There are three kinds of notes that can be played on the instrument, namely normal notes, bends and overbends. Playing with relaxed embouchure results in normal blow respectively normal draw notes. Playing frequencies of such normal notes are somewhat below the eigen frequency of the blow respectively draw reed. Geometries of the player’s vocal tract similar to those when pronouncing the vowels [i:] or [u:] are connected with bend notes (draw bends on the lower channels and blow bends on the higher channels of the harp) and overbends (overblows on the lower holes and overdraws on the higher holes). Normal notes on the lower channels can be continuously bent down, whereas overbends seem to “pop up”.

Physically the player and the instrument form a complex interactive system with the generated notes as collective modes of air flow and instrument.  As is customary in physics, it is assumed that this system can be broken down into separable, interacting subsystems.

The comparatively “easy part” of blues harp physics are the two free reeds in the channel, each of these modelled by a clamped beam, oscillating nearly sinusoidally in its first transversal mode.
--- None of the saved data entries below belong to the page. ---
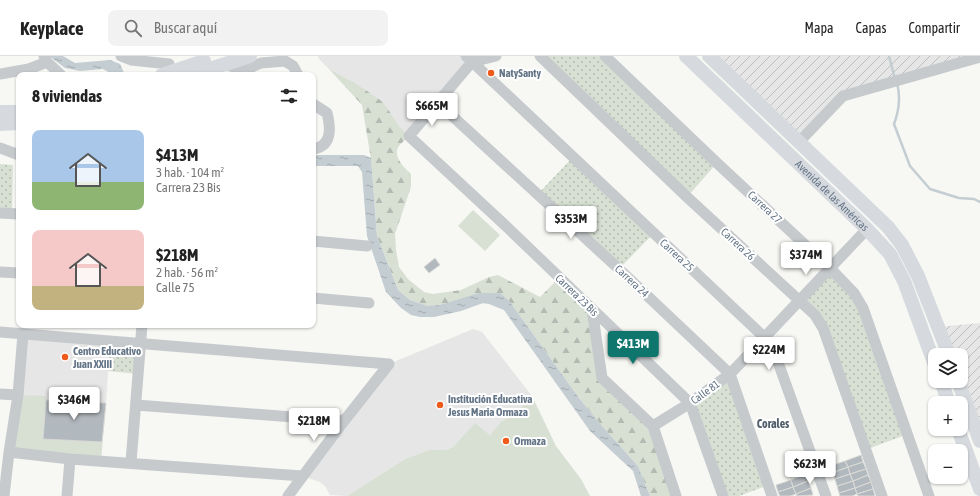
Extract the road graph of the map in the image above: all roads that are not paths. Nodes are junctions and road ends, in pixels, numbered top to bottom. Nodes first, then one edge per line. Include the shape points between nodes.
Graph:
1 (121, 56) edge
2 (250, 56) edge
3 (496, 56) edge
4 (540, 56) edge
5 (605, 56) edge
6 (686, 56) edge
7 (698, 56) edge
8 (709, 56) edge
9 (980, 57) edge
10 (45, 59) edge
11 (148, 59) edge
12 (469, 59) edge
13 (220, 60) edge
14 (165, 69) edge
15 (58, 72) edge
16 (197, 72) edge
17 (296, 72) edge
18 (0, 74) edge
19 (438, 102) junction
20 (316, 106) edge
21 (0, 112) edge
22 (16, 112) edge
23 (16, 123) edge
24 (0, 124) edge
25 (799, 142) junction
26 (0, 148) edge
27 (316, 149) edge
28 (16, 154) edge
29 (0, 213) edge
30 (16, 214) edge
31 (867, 229) junction
32 (316, 241) edge
33 (367, 246) dead end
34 (830, 268) junction
35 (0, 272) edge
36 (16, 273) edge
37 (316, 298) edge
38 (799, 300) junction
39 (369, 303) dead end
40 (592, 309) junction
41 (142, 328) edge
42 (0, 332) edge
43 (23, 334) junction
44 (765, 338) junction
45 (141, 344) junction
46 (929, 348) edge
47 (946, 348) edge
48 (730, 374) junction
49 (961, 388) edge
50 (0, 394) edge
51 (18, 395) junction
52 (690, 404) junction
53 (136, 405) junction
54 (344, 421) junction
55 (653, 426) junction
56 (961, 436) edge
57 (980, 441) edge
58 (9, 452) junction
59 (70, 459) junction
60 (131, 462) junction
61 (302, 476) junction
62 (980, 489) edge
63 (4, 496) edge
64 (67, 496) edge
65 (288, 496) edge
66 (676, 496) edge
67 (723, 496) edge
68 (772, 496) edge
69 (826, 496) edge
70 (882, 496) edge
71 (929, 496) edge

1 - 11 street via 131,60
2 - 13 main road
3 - 12 street
4 - 38 street, Carrera 26
5 - 34 street, Carrera 27
6 - 31 main road, Avenida de las Américas
7 - 25 main road via 784,137
8 - 25 main road, Avenida de las Américas
9 - 25 street via 844,96
10 - 15 street
10 - 18 street via 29,69
11 - 14 street
12 - 19 street
12 - 44 street, Carrera 25
13 - 14 main road
13 - 16 main road
13 - 17 street via 245,70 261,64 284,61 293,66
19 - 40 street, Carrera 23 Bis via 409,136
19 - 48 street, Carrera 24
20 - 27 street via 327,114 330,128 327,142 321,148
21 - 22 main road
23 - 24 main road
25 - 47 main road, Avenida de las Américas via 888,227 902,245 918,276
26 - 28 street
29 - 30 street
31 - 34 street, Calle 81
31 - 46 main road, Avenida de las Américas via 890,254 904,281
32 - 33 street
34 - 38 street, Calle 81
34 - 71 street, Carrera 27 via 854,293 863,308
35 - 36 street
37 - 39 street
38 - 44 street, Calle 81
38 - 70 street, Carrera 26 via 815,316 822,328
40 - 52 street, Carrera 23 Bis
40 - 55 street via 602,378
41 - 45 street
42 - 43 street
43 - 45 street
43 - 51 street
44 - 48 street, Calle 81
44 - 69 street, Carrera 25 via 774,351
45 - 53 street
45 - 54 street via 389,364
48 - 52 street, Calle 81
48 - 68 street, Carrera 24
49 - 57 main road
50 - 51 street
51 - 58 street
52 - 55 street, Calle 81
52 - 67 street, Carrera 23 Bis
53 - 54 street
53 - 60 street
54 - 61 street
55 - 66 street
56 - 62 main road
58 - 59 street
58 - 63 street
59 - 60 street
59 - 64 street
60 - 61 street
61 - 65 street

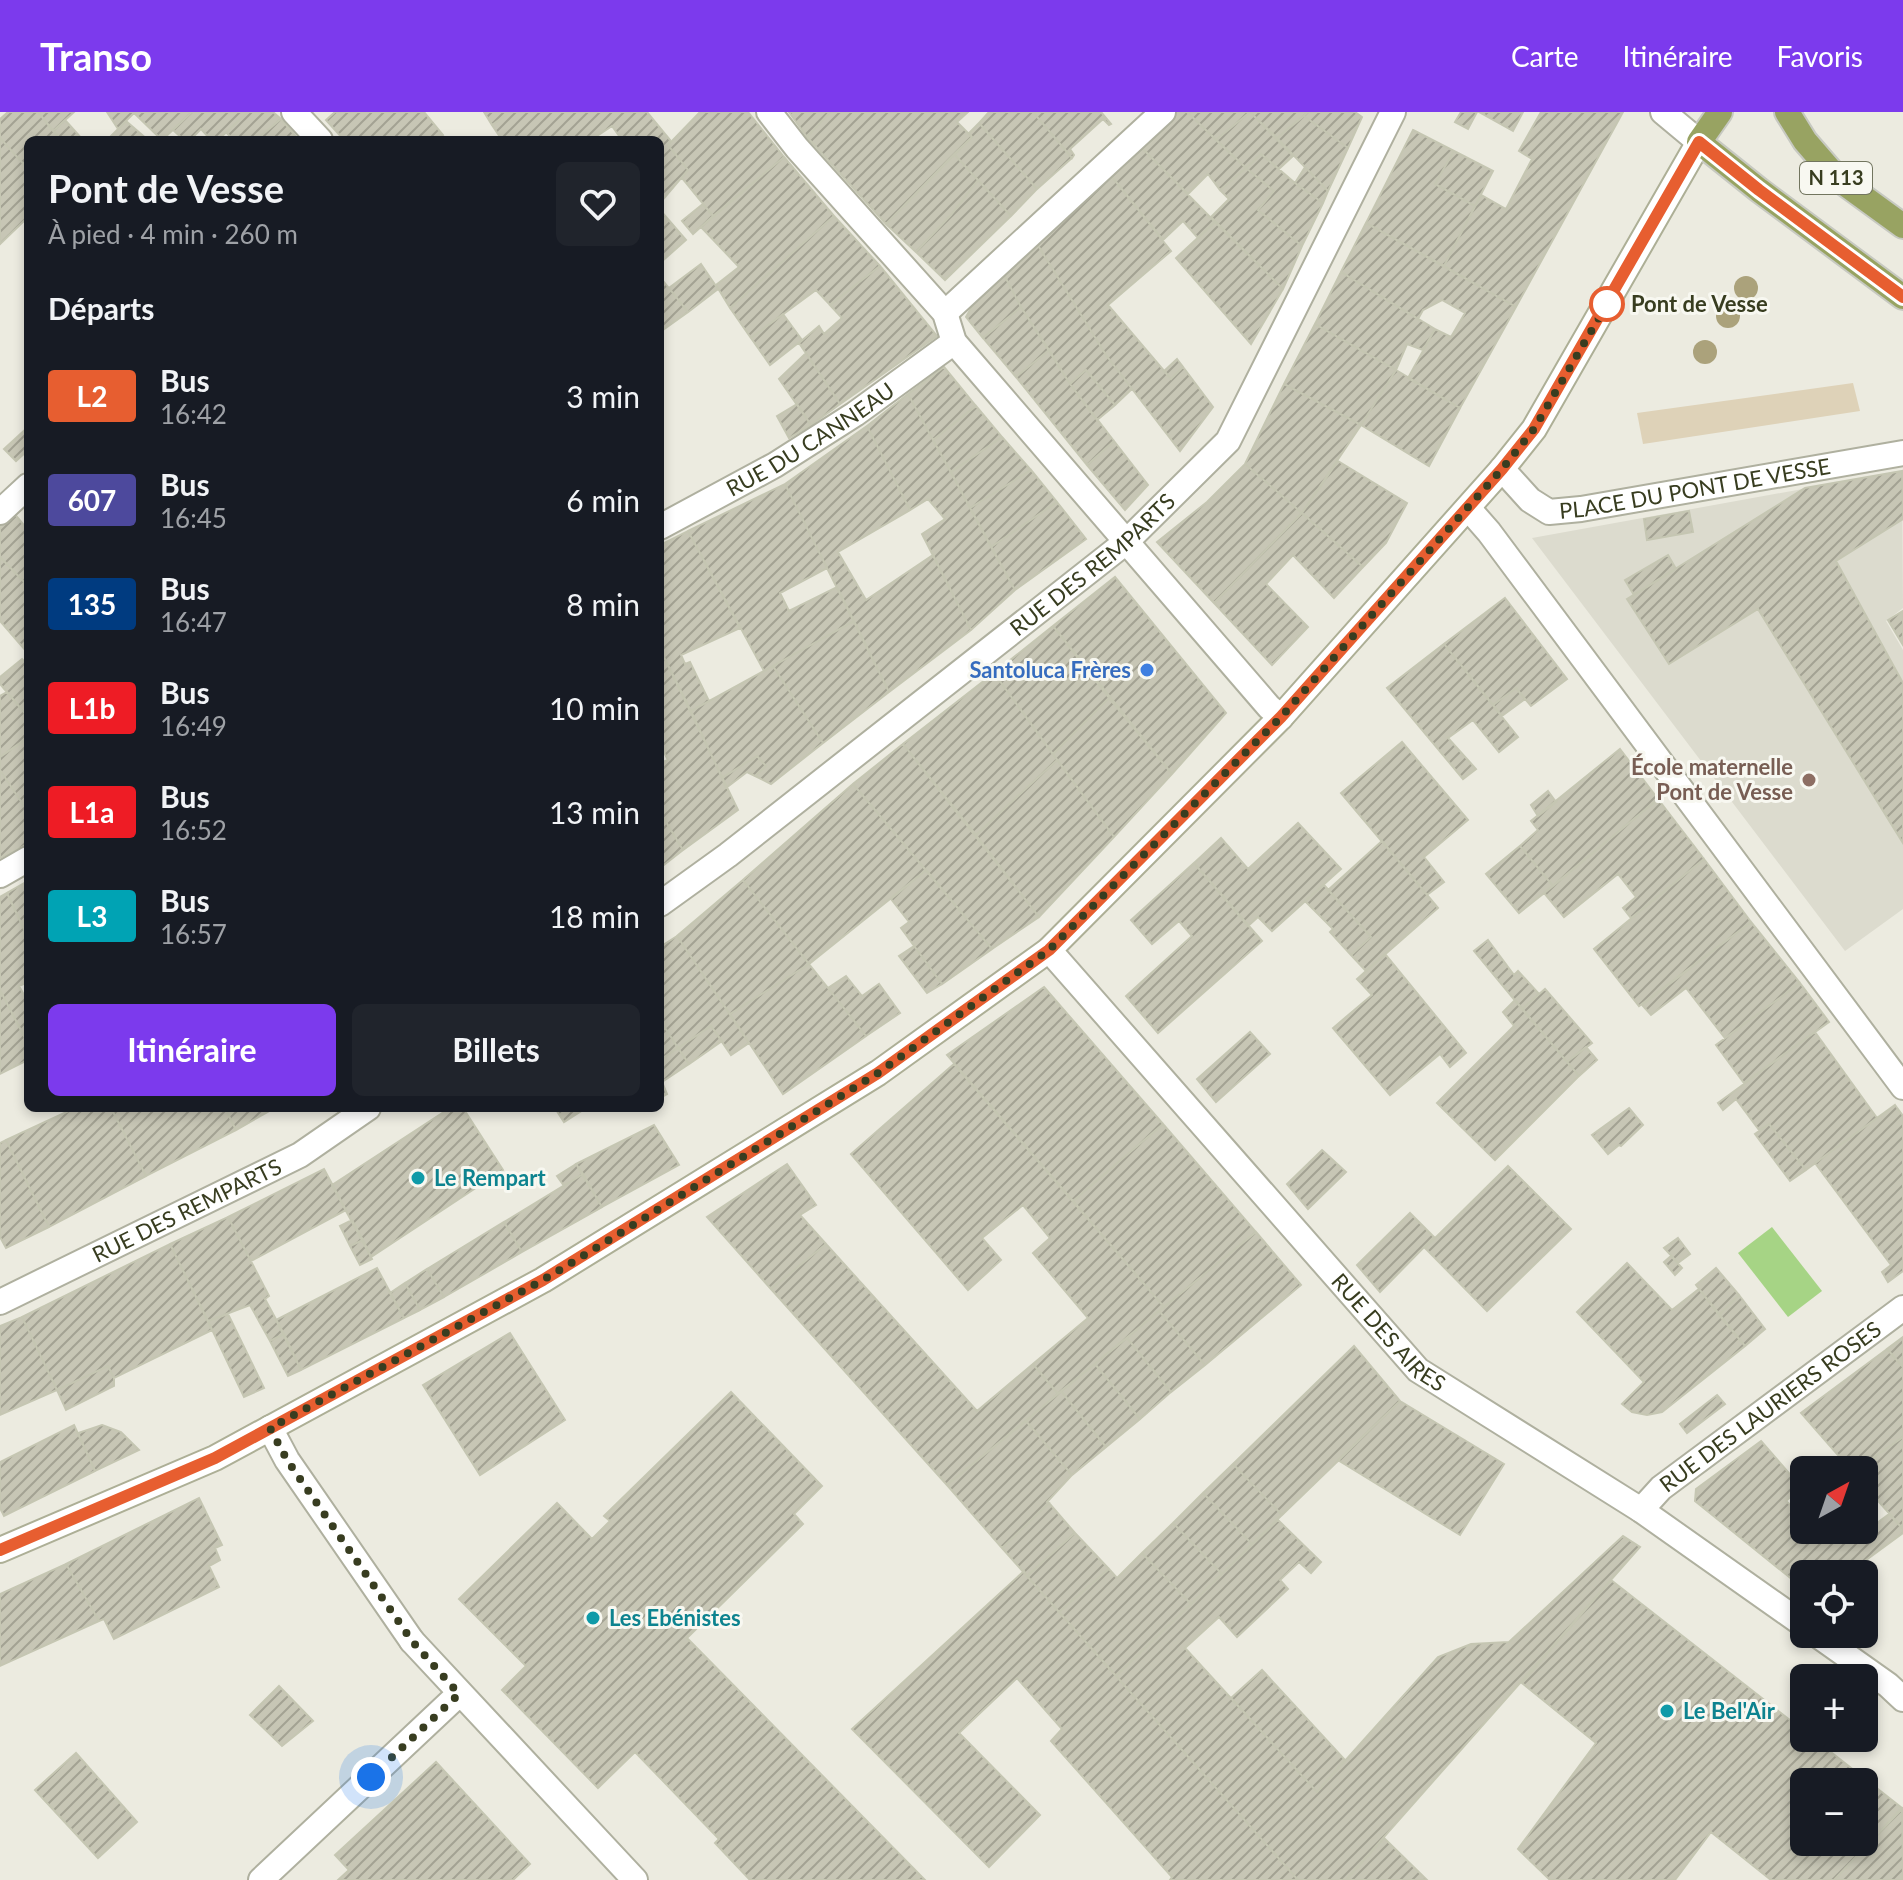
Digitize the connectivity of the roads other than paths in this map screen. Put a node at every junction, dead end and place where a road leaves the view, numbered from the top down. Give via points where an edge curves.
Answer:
1 (294, 112) edge
2 (769, 112) edge
3 (1163, 112) edge
4 (1393, 112) edge
5 (1663, 112) edge
6 (1720, 112) edge
7 (1787, 112) edge
8 (316, 136) edge
9 (1699, 142) junction
10 (1903, 226) edge
11 (1903, 297) edge
12 (945, 313) junction
13 (954, 342) junction
14 (1903, 453) edge
15 (1502, 469) junction
16 (24, 490) edge
17 (1468, 508) junction
18 (0, 512) edge
19 (664, 525) edge
20 (1126, 542) junction
21 (1281, 717) junction
22 (24, 861) edge
23 (0, 875) edge
24 (664, 901) edge
25 (1049, 950) junction
26 (1903, 1087) edge
27 (362, 1112) edge
28 (0, 1302) edge
29 (1903, 1308) edge
30 (270, 1428) junction
31 (1641, 1510) junction
32 (0, 1550) edge
33 (1790, 1615) edge
34 (1836, 1648) edge
35 (459, 1694) junction
36 (1903, 1699) edge
37 (261, 1880) edge
38 (635, 1880) edge

1 - 8 street
2 - 12 street
3 - 12 street
4 - 20 street, RUE DES REMPARTS via 1228,441
5 - 9 street, N 113
6 - 9 main road
7 - 10 main road, N 113 via 1837,178
9 - 11 main road, N 113
9 - 15 street via 1547,407
12 - 13 street
13 - 19 street, RUE DU CANNEAU via 775,465
13 - 20 street
14 - 15 street, PLACE DU PONT DE VESSE via 1549,512
15 - 17 street
16 - 18 street
17 - 21 street
17 - 26 street
20 - 21 street
20 - 24 street, RUE DES REMPARTS
21 - 25 street
22 - 23 street
25 - 30 street via 878,1073 596,1248
25 - 31 street, RUE DES AIRES via 1418,1370
27 - 28 street, RUE DES REMPARTS via 300,1155
29 - 31 street, RUE DES LAURIERS ROSES via 1661,1488
30 - 32 street via 215,1458
30 - 35 street via 412,1641
31 - 33 street, RUE DES AIRES
34 - 36 street
35 - 37 street
35 - 38 street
On the other hand, there is the air flow from the lungs of the player through his vocal tract and the instrument into the surroundings (for blow notes) or vice versa (for draw notes) with the player’s and the instrument’s bodies and the surroundings defining boundary conditions.

For the air flow inside the vocal tract there is a hierarchy of models developed  for speech analysis and artificial speech synthesis, from formant analysis using standing waves to numerical computational methods in fluid dynamics. Sound emission, however, is very different from speech production. Blues harp sound is generated by fluctuating air jets through the gaps between the oscillating reeds and their support plates. And, in contrast to speech generation, the role of the vocal folds can by no means be compared with the part played by the two oscillating reeds in the channel.
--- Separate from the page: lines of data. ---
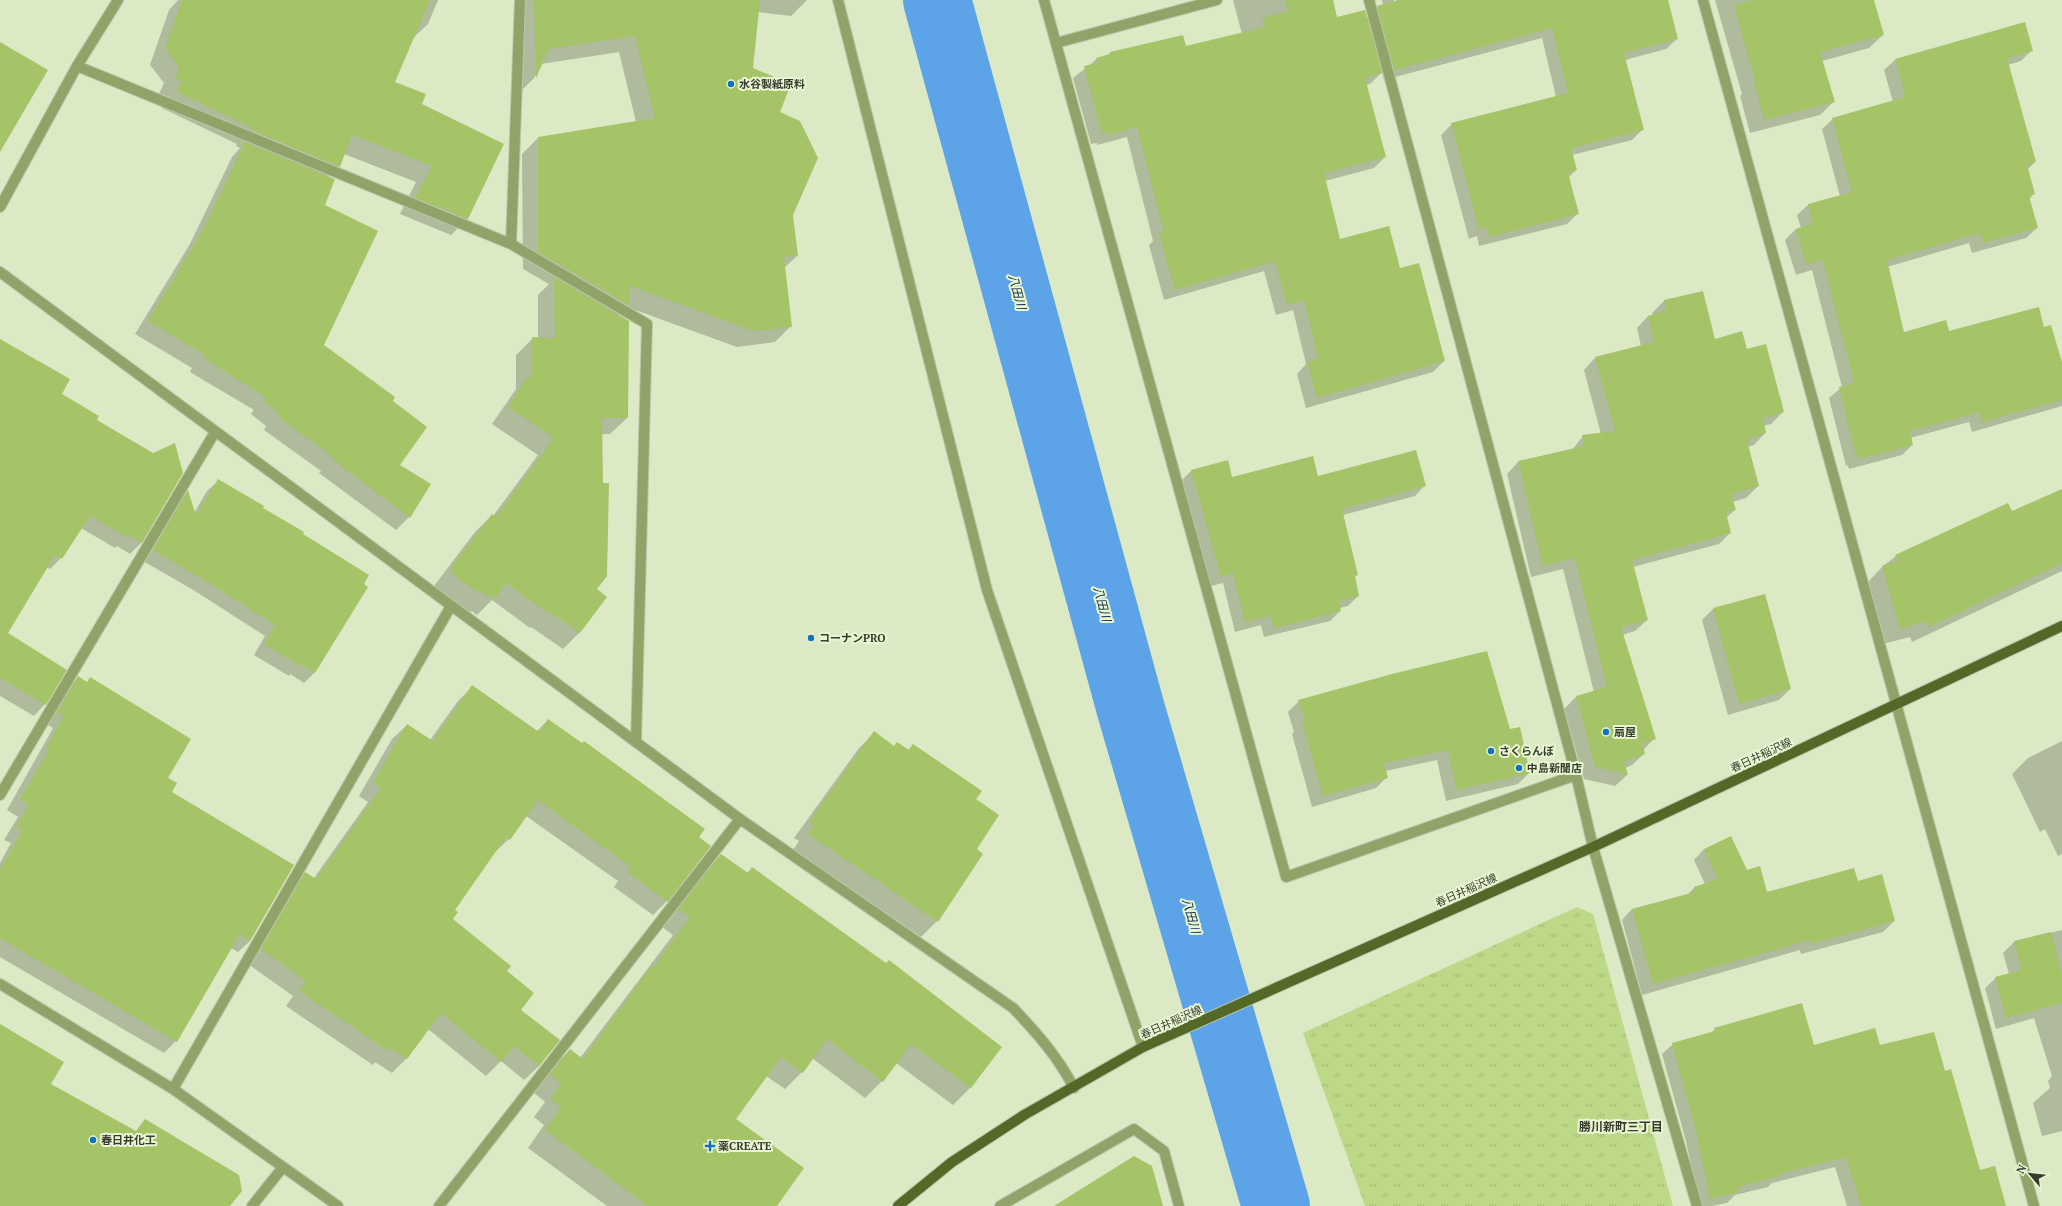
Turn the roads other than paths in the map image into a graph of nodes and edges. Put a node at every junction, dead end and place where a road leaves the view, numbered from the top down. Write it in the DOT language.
graph roads {
  1 [pos="118,0"];
  2 [pos="520,0"];
  3 [pos="838,0"];
  4 [pos="1044,0"];
  5 [pos="1217,0"];
  6 [pos="1369,0"];
  7 [pos="1703,0"];
  8 [pos="1056,43"];
  9 [pos="77,66"];
  10 [pos="0,207"];
  11 [pos="511,244"];
  12 [pos="0,272"];
  13 [pos="215,432"];
  14 [pos="451,606"];
  15 [pos="2062,626"];
  16 [pos="1895,705"];
  17 [pos="636,742"];
  18 [pos="1576,775"];
  19 [pos="0,794"];
  20 [pos="740,819"];
  21 [pos="1593,847"];
  22 [pos="0,984"];
  23 [pos="1143,1047"];
  24 [pos="173,1088"];
  25 [pos="1074,1088"];
  26 [pos="283,1167"];
  27 [pos="252,1206"];
  28 [pos="338,1206"];
  29 [pos="439,1206"];
  30 [pos="898,1206"];
  31 [pos="1000,1206"];
  32 [pos="1179,1206"];
  33 [pos="1697,1206"];
  34 [pos="2034,1206"];
  1 -- 9 [label="street"];
  2 -- 11 [label="street"];
  3 -- 23 [label="street"];
  4 -- 8 [label="street"];
  5 -- 8 [label="street"];
  6 -- 18 [label="street"];
  7 -- 16 [label="street"];
  8 -- 18 [label="street"];
  9 -- 10 [label="street"];
  9 -- 11 [label="street"];
  11 -- 17 [label="street"];
  12 -- 13 [label="street"];
  13 -- 14 [label="street"];
  13 -- 19 [label="street"];
  14 -- 17 [label="street"];
  14 -- 24 [label="street"];
  15 -- 16 [label="main road, 春日井稲沢線"];
  16 -- 21 [label="main road, 春日井稲沢線"];
  16 -- 34 [label="street"];
  17 -- 20 [label="street"];
  18 -- 21 [label="street"];
  20 -- 25 [label="street"];
  20 -- 29 [label="street"];
  21 -- 23 [label="main road, 春日井稲沢線"];
  21 -- 33 [label="street"];
  22 -- 24 [label="street"];
  23 -- 25 [label="main road, 春日井稲沢線"];
  24 -- 26 [label="street"];
  25 -- 30 [label="main road, 春日井稲沢線"];
  26 -- 27 [label="street"];
  26 -- 28 [label="street"];
  31 -- 32 [label="street"];
}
Is there hope for some, at least partially, intuitive understanding of blues harp physics, or is there only blind faith in numerical solutions of the Navier-Stokes equations?

One intuitive argument could be that there is some kind of feedback process between the air flow through the reed gaps, the pressure differences between the respective reed surfaces and the reed movements.

Playing normal blow notes on channels #1 to #6, only the blown-closed reed seems to be involved in the feedback process. Neglecting resonance-like properties of the oral cavity (normal notes are played with relaxed embouchure), this single free reed might be compared to an accordion reed. Accordions sound because of a feedback process between reed motion and air flow, caused intuitively by the inertia of accelerated air in the upstream region (Ricot, Caussé, Misdariis).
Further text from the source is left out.